Pearl Jam, Javier Bardem y Luis Tosar contra el acoso sexual

Alguien definió una vez un concierto de Pearl Jam como una gran congregación de tíos muy grandes con el pelo muy largo y llorando. Anoche, sin embargo, fueron más los gritos de júbilo después de las experiencias vividas en los accesos al recinto del Mad Cool. La emotividad fue doble por la constatación de queEddie Vedder había recuperado la voz después de dejársela tras su último concierto en Londres. De hecho, ella sola parecía bastar para mover a los cerca de 80.000 asistentes de la primera jornada del festival.
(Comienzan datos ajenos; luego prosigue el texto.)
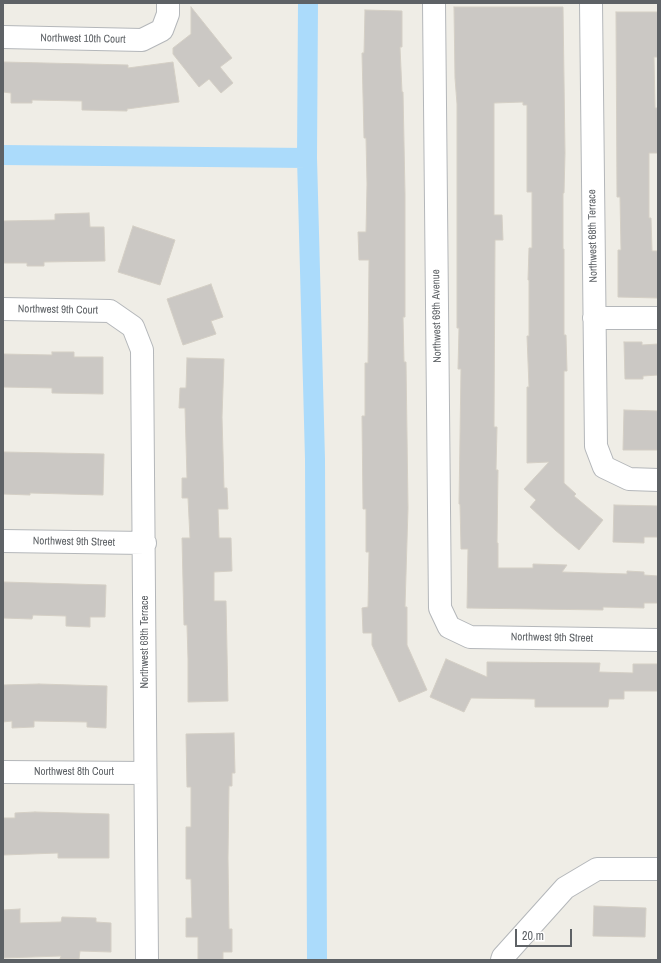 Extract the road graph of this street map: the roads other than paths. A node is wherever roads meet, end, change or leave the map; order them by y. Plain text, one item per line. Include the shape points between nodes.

Tuvo unas palabras para ellos al poco de arrancar con ‘Release’ y ‘Eldery woman behind the counter in a small town’. Amorrado a una botella de vino, como suele ser costumbre en sus visitas a la ‘piel de toro’, Vedder cogió un papel y leyó en un español terrible: “La primera noche del festival. Tercer año. Un amigo me dijo que había mucha gente. Y yo dije: ‘Eso espero, porque me encanta España'”. Delirio global. “No, no sabes. La gente en Madrid está loca. Y yo adoro la locura. Un gran abrazo para vosotros mis amigos locos”.

Sobre un escenario sobrio y registrado en las pantallas gigantes en blanco y negro, con Stone Gossard repartiendo maestría rockera, el grupo de Seattle tuvo recuerdos para sus comienzos. Antes de ‘Even Flow’, Vedder volvió a coger sus papel y leyó. “Hace años, tocamos esta canción para unos pocos cientos en la sala Revólver de Madrid”.

Luego llegó el momento para, esta vez sí, llorar con ‘Jeremy’, una de las primeras tomas de conciencia sobre el problema del suicidio adolescente. Llorado todo, Vedder tuvo otro mensaje para las “fuertes mujeres en el público, las que cambian el mundo”. Pero antes de la música, un mensaje “de nuestros amigos Luis y Javier”, dos nombres que presagiaban lo que finalmente aconteció: Javier Bardem y Luis Tosar, habituales en anteriores conciertos de Pearl Jam en Madrid (bien dando botes en la pista o bien compartiendo el escenario y la botella de vino con el grupo), en un mensaje grabado y proyectado en las pantallas contra el acoso sexual: “Aunque hayas estado toda la noche bailando juntos, aunque os hayáis ido juntos a casa, si te dice que no, es no. Si no te dice que sí, es que no”.

Entre la melancolía ‘grunge’ (‘Black’) y la fiereza rockera (‘Do the evolution’), Vedder se ha esforzado al máximo por hacer olvidar el caótico arranque de la tarde. Bajando al público, abrazándose con las primeras filas, tirando panderetas, promulgando que no hay que ser como aquellos que discriminan por cuestión de raza, género u orientación sexual… El cantante se ha resarcido así de una ausencia de más de 10 años en Madrid, desde aquel concierto en el Festimad de Getafe. Para acabar, coros masivos en ‘Alive’, antes del cierre con una versión del ‘Rockin’ in the free world’ de Neil Young, uno de los temazos grabados a fuego de aquella primera edición del Mad Cool, hace tres años.